[Data for analysis]
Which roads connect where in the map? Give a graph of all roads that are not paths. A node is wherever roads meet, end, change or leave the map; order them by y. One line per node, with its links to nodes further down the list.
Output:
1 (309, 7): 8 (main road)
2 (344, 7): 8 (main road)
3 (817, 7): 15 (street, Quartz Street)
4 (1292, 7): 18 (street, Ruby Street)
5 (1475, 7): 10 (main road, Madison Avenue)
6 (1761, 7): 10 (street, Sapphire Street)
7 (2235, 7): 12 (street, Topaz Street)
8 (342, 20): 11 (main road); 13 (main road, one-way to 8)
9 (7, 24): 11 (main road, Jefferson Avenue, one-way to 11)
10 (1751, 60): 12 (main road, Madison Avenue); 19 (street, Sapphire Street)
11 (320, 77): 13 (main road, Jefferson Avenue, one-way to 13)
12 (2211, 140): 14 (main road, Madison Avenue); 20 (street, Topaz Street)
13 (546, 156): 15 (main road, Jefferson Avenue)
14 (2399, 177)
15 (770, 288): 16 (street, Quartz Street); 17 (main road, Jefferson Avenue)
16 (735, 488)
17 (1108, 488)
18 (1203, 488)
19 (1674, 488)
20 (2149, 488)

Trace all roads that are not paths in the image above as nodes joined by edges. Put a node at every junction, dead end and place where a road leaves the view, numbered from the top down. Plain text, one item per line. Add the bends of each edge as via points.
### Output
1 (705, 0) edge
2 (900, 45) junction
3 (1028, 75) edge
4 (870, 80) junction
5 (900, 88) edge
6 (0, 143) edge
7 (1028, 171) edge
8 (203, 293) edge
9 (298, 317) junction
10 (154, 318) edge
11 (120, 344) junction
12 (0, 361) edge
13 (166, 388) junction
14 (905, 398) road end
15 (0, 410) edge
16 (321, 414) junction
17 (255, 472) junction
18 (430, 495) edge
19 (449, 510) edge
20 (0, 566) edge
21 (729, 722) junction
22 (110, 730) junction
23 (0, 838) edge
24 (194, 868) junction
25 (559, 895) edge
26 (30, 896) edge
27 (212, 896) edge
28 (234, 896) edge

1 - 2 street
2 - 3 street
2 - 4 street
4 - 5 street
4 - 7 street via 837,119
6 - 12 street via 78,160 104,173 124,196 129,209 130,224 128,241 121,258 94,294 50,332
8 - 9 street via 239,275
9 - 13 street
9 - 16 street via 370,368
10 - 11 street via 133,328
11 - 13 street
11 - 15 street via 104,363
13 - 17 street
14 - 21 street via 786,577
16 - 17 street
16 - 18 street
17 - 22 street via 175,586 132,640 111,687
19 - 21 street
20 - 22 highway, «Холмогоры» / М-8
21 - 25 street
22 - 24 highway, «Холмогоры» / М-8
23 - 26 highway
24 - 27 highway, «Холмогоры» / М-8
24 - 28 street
[/Data for analysis]
Aim of the task
Nothing should be dropped: transcribe all the material exactly.

Problem solution
Which roads connect where in the map? Give a graph of all roads that are not paths. A node is wherever roads meet, end, change or leave the map; order them by y. One line per node, with its links to nodes further down the list.
Output:
1 (309, 7): 8 (main road)
2 (344, 7): 8 (main road)
3 (817, 7): 15 (street, Quartz Street)
4 (1292, 7): 18 (street, Ruby Street)
5 (1475, 7): 10 (main road, Madison Avenue)
6 (1761, 7): 10 (street, Sapphire Street)
7 (2235, 7): 12 (street, Topaz Street)
8 (342, 20): 11 (main road); 13 (main road, one-way to 8)
9 (7, 24): 11 (main road, Jefferson Avenue, one-way to 11)
10 (1751, 60): 12 (main road, Madison Avenue); 19 (street, Sapphire Street)
11 (320, 77): 13 (main road, Jefferson Avenue, one-way to 13)
12 (2211, 140): 14 (main road, Madison Avenue); 20 (street, Topaz Street)
13 (546, 156): 15 (main road, Jefferson Avenue)
14 (2399, 177)
15 (770, 288): 16 (street, Quartz Street); 17 (main road, Jefferson Avenue)
16 (735, 488)
17 (1108, 488)
18 (1203, 488)
19 (1674, 488)
20 (2149, 488)

Trace all roads that are not paths in the image above as nodes joined by edges. Put a node at every junction, dead end and place where a road leaves the view, numbered from the top down. Plain text, one item per line. Add the bends of each edge as via points.
### Output
1 (705, 0) edge
2 (900, 45) junction
3 (1028, 75) edge
4 (870, 80) junction
5 (900, 88) edge
6 (0, 143) edge
7 (1028, 171) edge
8 (203, 293) edge
9 (298, 317) junction
10 (154, 318) edge
11 (120, 344) junction
12 (0, 361) edge
13 (166, 388) junction
14 (905, 398) road end
15 (0, 410) edge
16 (321, 414) junction
17 (255, 472) junction
18 (430, 495) edge
19 (449, 510) edge
20 (0, 566) edge
21 (729, 722) junction
22 (110, 730) junction
23 (0, 838) edge
24 (194, 868) junction
25 (559, 895) edge
26 (30, 896) edge
27 (212, 896) edge
28 (234, 896) edge

1 - 2 street
2 - 3 street
2 - 4 street
4 - 5 street
4 - 7 street via 837,119
6 - 12 street via 78,160 104,173 124,196 129,209 130,224 128,241 121,258 94,294 50,332
8 - 9 street via 239,275
9 - 13 street
9 - 16 street via 370,368
10 - 11 street via 133,328
11 - 13 street
11 - 15 street via 104,363
13 - 17 street
14 - 21 street via 786,577
16 - 17 street
16 - 18 street
17 - 22 street via 175,586 132,640 111,687
19 - 21 street
20 - 22 highway, «Холмогоры» / М-8
21 - 25 street
22 - 24 highway, «Холмогоры» / М-8
23 - 26 highway
24 - 27 highway, «Холмогоры» / М-8
24 - 28 street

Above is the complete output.